Congregation at worship. Image courtesy of Adobe Stock.

Gathering in person is critical for the body of Christ.

Just in case the Holy Spirit’s directions to us to gather together is insufficient support for that comment, Karl Vaters provides a few more reasons in his 11/18/21 article:

Being The Church’s Isn’t Enough: 11 Reasons We Also Need To Go.

Recently came across his twitter post linking back to that article. His discussion was healing.

I heartily encourage you to read the full article. I will merely quote his key statements. Please read his explanation of each point.

As you read this post and his article, please remember those religious leaders who bowed to the Emperor. 

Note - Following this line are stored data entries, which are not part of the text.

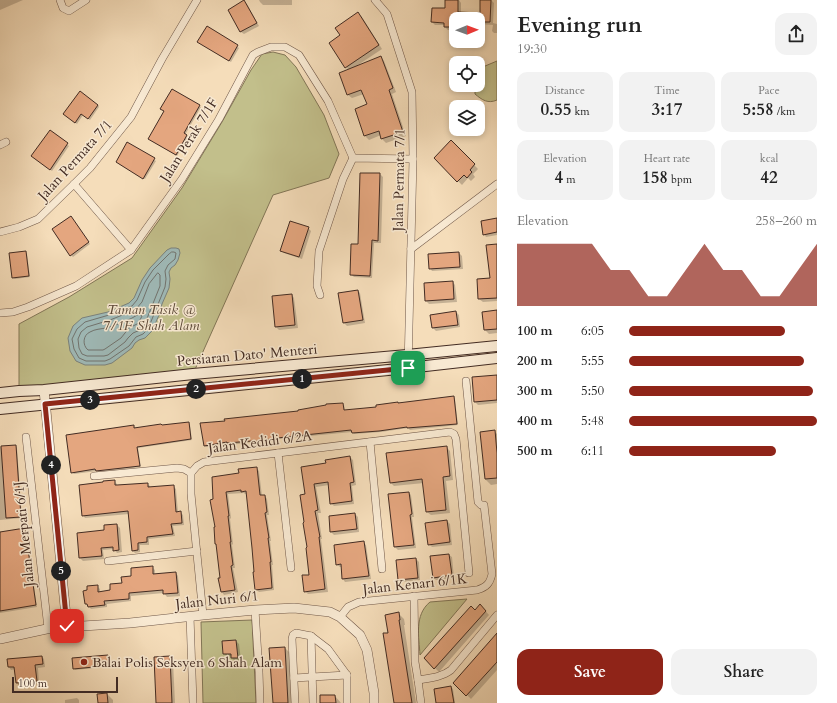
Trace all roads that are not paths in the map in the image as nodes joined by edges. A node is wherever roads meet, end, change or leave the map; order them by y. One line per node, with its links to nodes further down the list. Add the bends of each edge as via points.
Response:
1 (60, 0): 2 (street, via 63,8 69,11)
2 (86, 0)
3 (197, 0): 7 (street, Jalan Permata 7/1, via 131,117)
4 (375, 0): 6 (street, Jalan Permata 7/1, via 387,14 412,92)
5 (353, 158): 6 (street); 11 (street, Jalan Perak 7/1F, via 328,101 299,55 285,47 271,47 258,52 253,55 219,119 182,179); 12 (street, via 343,179 319,251 317,286)
6 (413, 159): 10 (street, Jalan Permata 7/1)
7 (74, 184): 9 (street, Jalan Permata 7/1, via 38,219); 11 (street)
8 (497, 184): 10 (street)
9 (0, 232)
10 (411, 249): 15 (street, Jalan Permata 7/1)
11 (131, 250): 13 (street, Jalan Perak 7/1F, via 76,286 14,312)
12 (320, 295)
13 (0, 313)
14 (497, 346): 15 (main road, Persiaran Dato' Menteri)
15 (407, 355): 17 (street, Jalan Permata 7/1); 19 (main road, Persiaran Dato' Menteri)
16 (497, 358): 17 (main road, Persiaran Dato' Menteri)
17 (408, 368): 21 (main road, Persiaran Dato' Menteri)
18 (466, 381): 33 (street, Jalan Kenari 6/1K, via 478,502 484,505 492,574 489,584 482,589)
19 (44, 390): 20 (main road, Persiaran Dato' Menteri); 21 (street)
20 (0, 394)
21 (45, 404): 22 (main road, Persiaran Dato' Menteri); 39 (street)
22 (0, 409)
23 (26, 437): 40 (street, Jalan Merpati 6/1J)
24 (370, 442): 25 (street, Jalan Kedidi 6/2A); 31 (street); 32 (street, Jalan Kedidi 6/2A, via 450,432 454,434)
25 (278, 453): 26 (street, Jalan Kedidi 6/2A, via 204,462); 30 (street)
26 (191, 473): 27 (street, via 177,468); 28 (street)
27 (94, 476)
28 (197, 551): 29 (street); 35 (street)
29 (108, 561)
30 (291, 568)
31 (382, 569)
32 (470, 573)
33 (414, 596): 38 (street, Jalan Kenari 6/1K, via 359,602 348,607); 46 (street)
34 (255, 610): 35 (street, Jalan Nuri 6/1); 38 (street, Jalan Nuri 6/1, via 294,608 330,612); 48 (street)
35 (203, 615): 37 (street, Jalan Nuri 6/1)
36 (497, 615): 46 (street, via 451,670 440,676)
37 (190, 616): 39 (street, Jalan Nuri 6/1, via 130,623); 47 (street)
38 (340, 617): 52 (street, Jalan Nuri 6/1, via 360,635 367,650)
39 (67, 626): 40 (street, Jalan Nuri 6/1)
40 (48, 628): 42 (street, Jalan Nuri 6/1)
41 (311, 636): 43 (street, via 328,650); 44 (street); 45 (street, via 296,633 293,635)
42 (0, 639)
43 (347, 675): 44 (street); 51 (street)
44 (312, 677): 45 (street); 50 (street)
45 (294, 678): 49 (street)
46 (418, 680): 53 (street)
47 (194, 703)
48 (260, 703)
49 (295, 703)
50 (313, 703)
51 (347, 703)
52 (374, 703)
53 (421, 703)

Forgive, but never forget, those who used scissors to cut Acts 5:30 out of their Bible: “We must obey God rather than man!” and then proceeded to willfully bend the knee.

Karl Vators’ 11 reasons:

To obey God’s commands to gather.

To worship God together.

To connect with a local body.

To serve the body of Christ.

To grow in faith.

To regulate my life rhythms.

To stay grounded spiritually.

To de-individualize my faith.

To practice Sabbath.

To honor the persecuted church.

To find healing from church-inflicted wounds.

Please read the full article.

Some of those I had not thought about.

A few those strike deeply. For example, a regular, once-a-week time of worship, Holy Communion, Bible study, and fellowship on Sunday creates a calming rhythm in the turmoil and tumult of the pandemic.

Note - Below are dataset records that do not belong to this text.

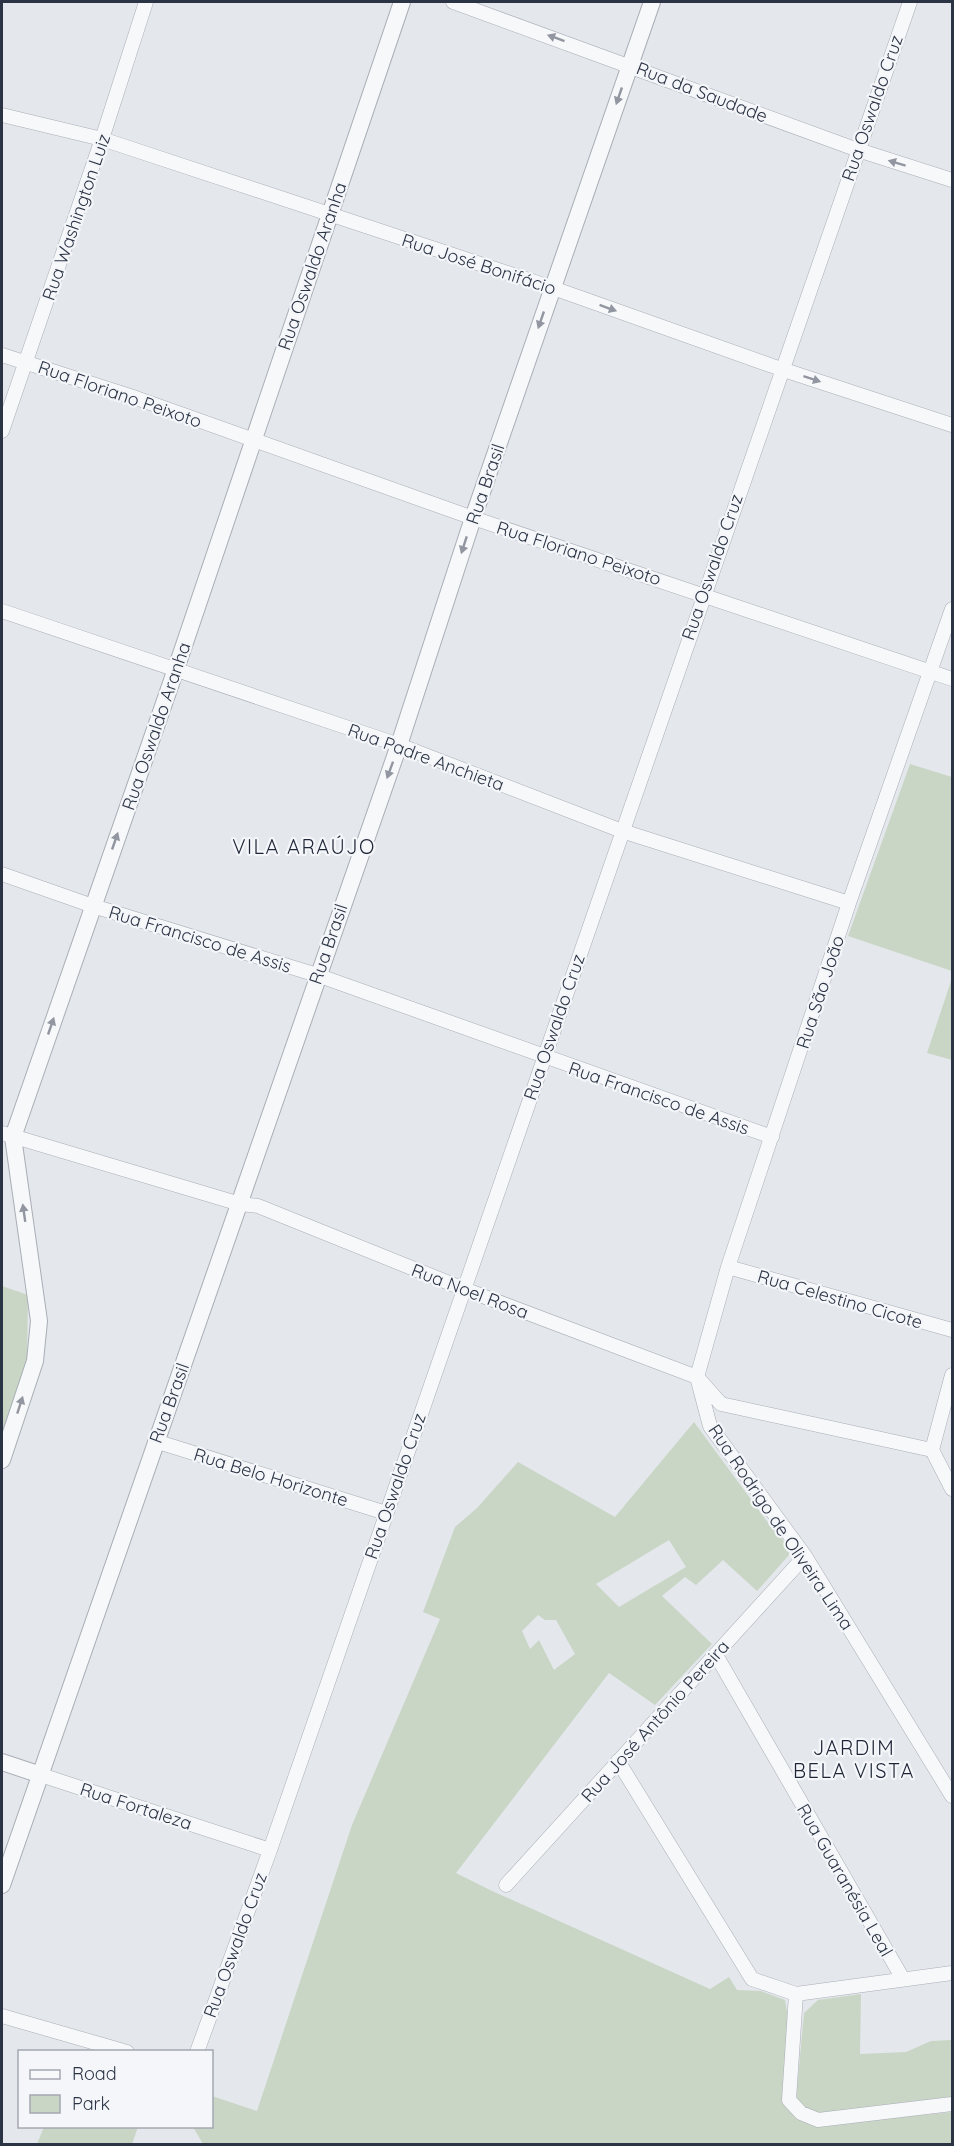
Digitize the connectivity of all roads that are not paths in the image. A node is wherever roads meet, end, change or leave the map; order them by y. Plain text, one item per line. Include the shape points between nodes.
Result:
1 (146, 2) edge
2 (402, 2) edge
3 (453, 2) edge
4 (652, 2) edge
5 (910, 2) edge
6 (630, 65) junction
7 (2, 115) edge
8 (102, 139) junction
9 (858, 150) junction
10 (952, 180) edge
11 (330, 214) junction
12 (553, 288) junction
13 (2, 355) edge
14 (26, 363) junction
15 (781, 369) junction
16 (952, 425) edge
17 (2, 431) edge
18 (253, 441) junction
19 (473, 518) junction
20 (703, 594) junction
21 (952, 609) edge
22 (2, 611) edge
23 (176, 669) junction
24 (931, 671) junction
25 (952, 679) edge
26 (399, 745) junction
27 (622, 831) junction
28 (2, 874) edge
29 (849, 903) junction
30 (93, 906) junction
31 (317, 975) junction
32 (543, 1057) junction
33 (7, 1135) edge
34 (772, 1137) junction
35 (240, 1204) junction
36 (728, 1267) junction
37 (464, 1289) junction
38 (952, 1330) edge
39 (952, 1375) edge
40 (697, 1377) junction
41 (155, 1441) junction
42 (932, 1450) junction
43 (2, 1460) edge
44 (952, 1489) edge
45 (386, 1513) junction
46 (805, 1556) junction
47 (716, 1655) junction
48 (618, 1761) junction
49 (2, 1762) edge
50 (41, 1775) junction
51 (952, 1796) edge
52 (270, 1850) junction
53 (2, 1885) edge
54 (506, 1886) dead end
55 (952, 1973) edge
56 (903, 1979) junction
57 (796, 1994) junction
58 (2, 2016) edge
59 (120, 2050) edge
60 (198, 2050) edge
61 (952, 2104) edge

1 - 8 street, Rua Washington Luiz
2 - 11 street, Rua Oswaldo Aranha
6 -> 3 street, Rua da Saudade
4 - 6 street, Rua Brasil
5 - 9 street, Rua Oswaldo Cruz
6 - 9 street, Rua da Saudade
6 -> 12 street, Rua Brasil
7 - 8 street, Rua José Bonifácio
8 - 11 street, Rua José Bonifácio
8 - 14 street, Rua Washington Luiz
10 -> 9 street, Rua da Saudade
9 - 15 street, Rua Oswaldo Cruz
11 - 12 street, Rua José Bonifácio
11 - 18 street, Rua Oswaldo Aranha
12 -> 15 street, Rua José Bonifácio
12 -> 19 street, Rua Brasil
13 - 14 street, Rua Floriano Peixoto
14 - 17 street, Rua Washington Luiz
14 - 18 street, Rua Floriano Peixoto
15 -> 16 street, Rua José Bonifácio
15 - 20 street, Rua Oswaldo Cruz
18 - 19 street, Rua Floriano Peixoto
18 - 23 street, Rua Oswaldo Aranha
19 - 20 street, Rua Floriano Peixoto
19 -> 26 street, Rua Brasil
20 - 24 street, Rua Floriano Peixoto
20 - 27 street, Rua Oswaldo Cruz
21 - 24 street, Rua São João
22 - 23 street, Rua Padre Anchieta
23 - 26 street, Rua Padre Anchieta
30 -> 23 street, Rua Oswaldo Aranha
24 - 25 street, Rua Floriano Peixoto
24 - 29 street, Rua São João
26 - 27 street, Rua Padre Anchieta
26 -> 31 street, Rua Brasil
27 - 29 street, Rua Padre Anchieta
27 - 32 street, Rua Oswaldo Cruz
28 - 30 street, Rua Francisco de Assis
29 - 34 street, Rua São João
30 - 31 street, Rua Francisco de Assis
33 -> 30 street, Rua Oswaldo Aranha
31 - 32 street, Rua Francisco de Assis
31 - 35 street, Rua Brasil
32 - 34 street, Rua Francisco de Assis
32 - 37 street, Rua Oswaldo Cruz
33 - 35 street, Rua Noel Rosa
43 -> 33 street, Rua Oswaldo Aranha via 35,1361 39,1321
34 - 36 street, Rua São João
35 - 37 street, Rua Noel Rosa via 258,1206
35 - 41 street, Rua Brasil
36 - 38 street, Rua Celestino Cicote
36 - 40 street, Rua São João
37 - 40 street, Rua Noel Rosa
37 - 45 street, Rua Oswaldo Cruz
39 - 42 street
40 - 42 street, Rua Noel Rosa via 721,1404
40 - 46 street, Rua Rodrigo de Oliveira Lima via 710,1426
41 - 45 street, Rua Belo Horizonte
41 - 50 street, Rua Brasil
42 - 44 street
45 - 52 street, Rua Oswaldo Cruz
46 - 47 street, Rua José Antônio Pereira
46 - 51 street, Rua Rodrigo de Oliveira Lima
47 - 48 street, Rua José Antônio Pereira
47 - 56 street, Rua Guaranésia Leal
48 - 54 street, Rua José Antônio Pereira
48 - 57 street via 752,1979
49 - 50 street, Rua Fortaleza
50 - 52 street, Rua Fortaleza
50 - 53 street, Rua Brasil
52 - 60 street, Rua Oswaldo Cruz
55 - 56 street
56 - 57 street
57 - 61 street via 789,2100 801,2113 818,2120
58 - 59 street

You cannot fellowship in a zoom meeting of 50 or 200 people.

I led a small online bible study during the pandemic. In a very small, pre-existing group with attendance usually in the 4 to 8 range, fellowship is possible on-line. Way beyond that, say 20 or 30, fellowship won’t work.

Claiming we could share fellowship via comments in a live feed is laughably silly.

It is doctrinally and theologically scandalous to commune online.

Yes, I have read the rationalizations that grabbing some orange juice and a muffin from the ‘frig with dad repeating the words of institution constitutes communion. Those are merely rationalizations and lousy ones at that. (You know how auditors rephrase rationalize? Rational lies.)

De-individualize my faith. Ouch. That one hits home. We Westerners, and even more so Americans, make faith individualized, tailoring it to fit ME. 

Being part of a corporate worship undercuts our tendencies to individualize faith. To personalize that point, corporate worship pushes me to get outside of myself.

Healing. Pastor Vators says he has been hurt by a church and it was at a different church where he found healing.

Healing. If you worship in a church where leadership bent the knee to Caesar, finding a place that values in-person worship and values fellowship will help you recover.